Write out each record a second time, exactly.

Data records:
>>>>>

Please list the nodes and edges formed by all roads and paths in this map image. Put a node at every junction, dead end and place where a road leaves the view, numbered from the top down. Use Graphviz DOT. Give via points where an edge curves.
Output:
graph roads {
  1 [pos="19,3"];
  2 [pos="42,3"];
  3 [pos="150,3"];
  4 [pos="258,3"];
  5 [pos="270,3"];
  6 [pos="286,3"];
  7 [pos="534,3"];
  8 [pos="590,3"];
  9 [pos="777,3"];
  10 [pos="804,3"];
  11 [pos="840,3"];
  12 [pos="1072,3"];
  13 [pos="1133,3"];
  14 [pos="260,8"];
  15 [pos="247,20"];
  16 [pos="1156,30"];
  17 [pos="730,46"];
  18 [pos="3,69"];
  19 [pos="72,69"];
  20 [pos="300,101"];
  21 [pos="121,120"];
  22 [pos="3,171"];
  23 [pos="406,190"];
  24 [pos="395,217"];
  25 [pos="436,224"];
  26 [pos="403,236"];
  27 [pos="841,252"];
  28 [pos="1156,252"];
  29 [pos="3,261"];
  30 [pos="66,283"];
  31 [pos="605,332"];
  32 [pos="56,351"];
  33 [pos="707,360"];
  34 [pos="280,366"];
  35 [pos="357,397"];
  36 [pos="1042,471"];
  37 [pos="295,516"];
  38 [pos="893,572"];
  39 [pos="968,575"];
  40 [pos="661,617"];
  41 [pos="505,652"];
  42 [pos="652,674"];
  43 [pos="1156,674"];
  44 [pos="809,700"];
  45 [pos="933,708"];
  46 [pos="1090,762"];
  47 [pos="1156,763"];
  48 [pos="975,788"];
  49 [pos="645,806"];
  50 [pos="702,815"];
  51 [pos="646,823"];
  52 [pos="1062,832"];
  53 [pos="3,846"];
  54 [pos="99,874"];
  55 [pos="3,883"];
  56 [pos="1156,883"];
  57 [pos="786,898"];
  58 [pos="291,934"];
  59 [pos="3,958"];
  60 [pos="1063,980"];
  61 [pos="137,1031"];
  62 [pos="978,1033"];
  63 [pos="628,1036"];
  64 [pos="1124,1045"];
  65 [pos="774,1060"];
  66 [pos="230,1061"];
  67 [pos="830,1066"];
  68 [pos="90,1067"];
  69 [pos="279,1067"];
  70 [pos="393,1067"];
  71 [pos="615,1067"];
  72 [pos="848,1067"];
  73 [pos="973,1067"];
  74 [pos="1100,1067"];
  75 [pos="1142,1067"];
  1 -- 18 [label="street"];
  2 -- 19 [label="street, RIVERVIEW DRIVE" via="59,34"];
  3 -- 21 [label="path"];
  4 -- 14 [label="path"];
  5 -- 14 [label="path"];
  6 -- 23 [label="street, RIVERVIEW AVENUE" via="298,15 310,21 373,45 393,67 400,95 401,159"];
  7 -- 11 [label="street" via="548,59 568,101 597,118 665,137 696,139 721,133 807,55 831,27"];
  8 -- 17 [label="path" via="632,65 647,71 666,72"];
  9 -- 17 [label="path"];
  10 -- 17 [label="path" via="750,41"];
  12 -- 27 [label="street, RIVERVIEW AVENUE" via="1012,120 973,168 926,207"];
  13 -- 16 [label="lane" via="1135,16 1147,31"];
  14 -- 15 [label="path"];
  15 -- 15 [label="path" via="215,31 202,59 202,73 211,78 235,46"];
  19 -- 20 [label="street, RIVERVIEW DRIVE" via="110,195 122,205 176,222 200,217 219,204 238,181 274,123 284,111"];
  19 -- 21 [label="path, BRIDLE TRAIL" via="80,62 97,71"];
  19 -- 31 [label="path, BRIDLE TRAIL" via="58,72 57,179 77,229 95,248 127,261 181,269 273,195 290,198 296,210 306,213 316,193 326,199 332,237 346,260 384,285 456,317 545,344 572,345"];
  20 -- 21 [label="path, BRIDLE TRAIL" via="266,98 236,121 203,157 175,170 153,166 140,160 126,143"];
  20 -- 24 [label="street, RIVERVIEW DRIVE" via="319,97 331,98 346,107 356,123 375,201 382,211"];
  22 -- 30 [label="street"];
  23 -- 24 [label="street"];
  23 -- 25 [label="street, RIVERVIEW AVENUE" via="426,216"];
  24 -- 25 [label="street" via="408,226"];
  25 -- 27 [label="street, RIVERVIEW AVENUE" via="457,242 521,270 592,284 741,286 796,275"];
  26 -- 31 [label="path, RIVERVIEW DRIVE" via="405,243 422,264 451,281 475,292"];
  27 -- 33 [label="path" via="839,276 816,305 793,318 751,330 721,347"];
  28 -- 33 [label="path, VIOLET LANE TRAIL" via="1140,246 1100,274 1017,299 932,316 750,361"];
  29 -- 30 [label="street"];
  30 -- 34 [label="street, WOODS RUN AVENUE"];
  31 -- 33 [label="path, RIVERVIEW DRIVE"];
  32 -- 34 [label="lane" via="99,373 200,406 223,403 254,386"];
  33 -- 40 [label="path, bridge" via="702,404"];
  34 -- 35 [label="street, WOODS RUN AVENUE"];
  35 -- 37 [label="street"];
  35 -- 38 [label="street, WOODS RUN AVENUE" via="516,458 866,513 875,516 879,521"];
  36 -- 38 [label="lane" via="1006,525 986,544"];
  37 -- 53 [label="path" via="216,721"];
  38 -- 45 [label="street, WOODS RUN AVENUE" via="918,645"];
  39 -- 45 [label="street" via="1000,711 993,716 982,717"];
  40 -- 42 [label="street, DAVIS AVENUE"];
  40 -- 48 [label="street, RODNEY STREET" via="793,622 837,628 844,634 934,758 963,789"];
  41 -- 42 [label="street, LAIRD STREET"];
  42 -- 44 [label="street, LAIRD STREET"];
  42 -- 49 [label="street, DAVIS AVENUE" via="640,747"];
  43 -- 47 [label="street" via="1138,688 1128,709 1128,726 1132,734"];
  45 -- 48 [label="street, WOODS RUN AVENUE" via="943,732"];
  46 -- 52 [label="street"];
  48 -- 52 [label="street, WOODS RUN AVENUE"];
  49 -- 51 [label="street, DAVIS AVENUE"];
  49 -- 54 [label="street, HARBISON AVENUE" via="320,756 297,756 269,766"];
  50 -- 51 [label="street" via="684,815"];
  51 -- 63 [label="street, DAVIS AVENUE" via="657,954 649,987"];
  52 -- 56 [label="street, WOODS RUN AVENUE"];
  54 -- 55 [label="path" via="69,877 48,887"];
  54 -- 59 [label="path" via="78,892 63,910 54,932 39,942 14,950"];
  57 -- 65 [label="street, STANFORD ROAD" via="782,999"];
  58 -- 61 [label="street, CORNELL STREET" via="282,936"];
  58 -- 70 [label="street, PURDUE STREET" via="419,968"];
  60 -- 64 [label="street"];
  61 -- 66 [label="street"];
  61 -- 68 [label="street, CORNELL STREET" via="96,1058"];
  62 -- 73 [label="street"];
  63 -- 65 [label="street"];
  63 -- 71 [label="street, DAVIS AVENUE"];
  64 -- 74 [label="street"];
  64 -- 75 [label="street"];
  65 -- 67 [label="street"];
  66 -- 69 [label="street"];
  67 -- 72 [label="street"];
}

<<<<<

COMPLETED TASK:
Please list the nodes and edges formed by all roads and paths in this map image. Put a node at every junction, dead end and place where a road leaves the view, numbered from the top down. Use Graphviz DOT. Give via points where an edge curves.
Output:
graph roads {
  1 [pos="19,3"];
  2 [pos="42,3"];
  3 [pos="150,3"];
  4 [pos="258,3"];
  5 [pos="270,3"];
  6 [pos="286,3"];
  7 [pos="534,3"];
  8 [pos="590,3"];
  9 [pos="777,3"];
  10 [pos="804,3"];
  11 [pos="840,3"];
  12 [pos="1072,3"];
  13 [pos="1133,3"];
  14 [pos="260,8"];
  15 [pos="247,20"];
  16 [pos="1156,30"];
  17 [pos="730,46"];
  18 [pos="3,69"];
  19 [pos="72,69"];
  20 [pos="300,101"];
  21 [pos="121,120"];
  22 [pos="3,171"];
  23 [pos="406,190"];
  24 [pos="395,217"];
  25 [pos="436,224"];
  26 [pos="403,236"];
  27 [pos="841,252"];
  28 [pos="1156,252"];
  29 [pos="3,261"];
  30 [pos="66,283"];
  31 [pos="605,332"];
  32 [pos="56,351"];
  33 [pos="707,360"];
  34 [pos="280,366"];
  35 [pos="357,397"];
  36 [pos="1042,471"];
  37 [pos="295,516"];
  38 [pos="893,572"];
  39 [pos="968,575"];
  40 [pos="661,617"];
  41 [pos="505,652"];
  42 [pos="652,674"];
  43 [pos="1156,674"];
  44 [pos="809,700"];
  45 [pos="933,708"];
  46 [pos="1090,762"];
  47 [pos="1156,763"];
  48 [pos="975,788"];
  49 [pos="645,806"];
  50 [pos="702,815"];
  51 [pos="646,823"];
  52 [pos="1062,832"];
  53 [pos="3,846"];
  54 [pos="99,874"];
  55 [pos="3,883"];
  56 [pos="1156,883"];
  57 [pos="786,898"];
  58 [pos="291,934"];
  59 [pos="3,958"];
  60 [pos="1063,980"];
  61 [pos="137,1031"];
  62 [pos="978,1033"];
  63 [pos="628,1036"];
  64 [pos="1124,1045"];
  65 [pos="774,1060"];
  66 [pos="230,1061"];
  67 [pos="830,1066"];
  68 [pos="90,1067"];
  69 [pos="279,1067"];
  70 [pos="393,1067"];
  71 [pos="615,1067"];
  72 [pos="848,1067"];
  73 [pos="973,1067"];
  74 [pos="1100,1067"];
  75 [pos="1142,1067"];
  1 -- 18 [label="street"];
  2 -- 19 [label="street, RIVERVIEW DRIVE" via="59,34"];
  3 -- 21 [label="path"];
  4 -- 14 [label="path"];
  5 -- 14 [label="path"];
  6 -- 23 [label="street, RIVERVIEW AVENUE" via="298,15 310,21 373,45 393,67 400,95 401,159"];
  7 -- 11 [label="street" via="548,59 568,101 597,118 665,137 696,139 721,133 807,55 831,27"];
  8 -- 17 [label="path" via="632,65 647,71 666,72"];
  9 -- 17 [label="path"];
  10 -- 17 [label="path" via="750,41"];
  12 -- 27 [label="street, RIVERVIEW AVENUE" via="1012,120 973,168 926,207"];
  13 -- 16 [label="lane" via="1135,16 1147,31"];
  14 -- 15 [label="path"];
  15 -- 15 [label="path" via="215,31 202,59 202,73 211,78 235,46"];
  19 -- 20 [label="street, RIVERVIEW DRIVE" via="110,195 122,205 176,222 200,217 219,204 238,181 274,123 284,111"];
  19 -- 21 [label="path, BRIDLE TRAIL" via="80,62 97,71"];
  19 -- 31 [label="path, BRIDLE TRAIL" via="58,72 57,179 77,229 95,248 127,261 181,269 273,195 290,198 296,210 306,213 316,193 326,199 332,237 346,260 384,285 456,317 545,344 572,345"];
  20 -- 21 [label="path, BRIDLE TRAIL" via="266,98 236,121 203,157 175,170 153,166 140,160 126,143"];
  20 -- 24 [label="street, RIVERVIEW DRIVE" via="319,97 331,98 346,107 356,123 375,201 382,211"];
  22 -- 30 [label="street"];
  23 -- 24 [label="street"];
  23 -- 25 [label="street, RIVERVIEW AVENUE" via="426,216"];
  24 -- 25 [label="street" via="408,226"];
  25 -- 27 [label="street, RIVERVIEW AVENUE" via="457,242 521,270 592,284 741,286 796,275"];
  26 -- 31 [label="path, RIVERVIEW DRIVE" via="405,243 422,264 451,281 475,292"];
  27 -- 33 [label="path" via="839,276 816,305 793,318 751,330 721,347"];
  28 -- 33 [label="path, VIOLET LANE TRAIL" via="1140,246 1100,274 1017,299 932,316 750,361"];
  29 -- 30 [label="street"];
  30 -- 34 [label="street, WOODS RUN AVENUE"];
  31 -- 33 [label="path, RIVERVIEW DRIVE"];
  32 -- 34 [label="lane" via="99,373 200,406 223,403 254,386"];
  33 -- 40 [label="path, bridge" via="702,404"];
  34 -- 35 [label="street, WOODS RUN AVENUE"];
  35 -- 37 [label="street"];
  35 -- 38 [label="street, WOODS RUN AVENUE" via="516,458 866,513 875,516 879,521"];
  36 -- 38 [label="lane" via="1006,525 986,544"];
  37 -- 53 [label="path" via="216,721"];
  38 -- 45 [label="street, WOODS RUN AVENUE" via="918,645"];
  39 -- 45 [label="street" via="1000,711 993,716 982,717"];
  40 -- 42 [label="street, DAVIS AVENUE"];
  40 -- 48 [label="street, RODNEY STREET" via="793,622 837,628 844,634 934,758 963,789"];
  41 -- 42 [label="street, LAIRD STREET"];
  42 -- 44 [label="street, LAIRD STREET"];
  42 -- 49 [label="street, DAVIS AVENUE" via="640,747"];
  43 -- 47 [label="street" via="1138,688 1128,709 1128,726 1132,734"];
  45 -- 48 [label="street, WOODS RUN AVENUE" via="943,732"];
  46 -- 52 [label="street"];
  48 -- 52 [label="street, WOODS RUN AVENUE"];
  49 -- 51 [label="street, DAVIS AVENUE"];
  49 -- 54 [label="street, HARBISON AVENUE" via="320,756 297,756 269,766"];
  50 -- 51 [label="street" via="684,815"];
  51 -- 63 [label="street, DAVIS AVENUE" via="657,954 649,987"];
  52 -- 56 [label="street, WOODS RUN AVENUE"];
  54 -- 55 [label="path" via="69,877 48,887"];
  54 -- 59 [label="path" via="78,892 63,910 54,932 39,942 14,950"];
  57 -- 65 [label="street, STANFORD ROAD" via="782,999"];
  58 -- 61 [label="street, CORNELL STREET" via="282,936"];
  58 -- 70 [label="street, PURDUE STREET" via="419,968"];
  60 -- 64 [label="street"];
  61 -- 66 [label="street"];
  61 -- 68 [label="street, CORNELL STREET" via="96,1058"];
  62 -- 73 [label="street"];
  63 -- 65 [label="street"];
  63 -- 71 [label="street, DAVIS AVENUE"];
  64 -- 74 [label="street"];
  64 -- 75 [label="street"];
  65 -- 67 [label="street"];
  66 -- 69 [label="street"];
  67 -- 72 [label="street"];
}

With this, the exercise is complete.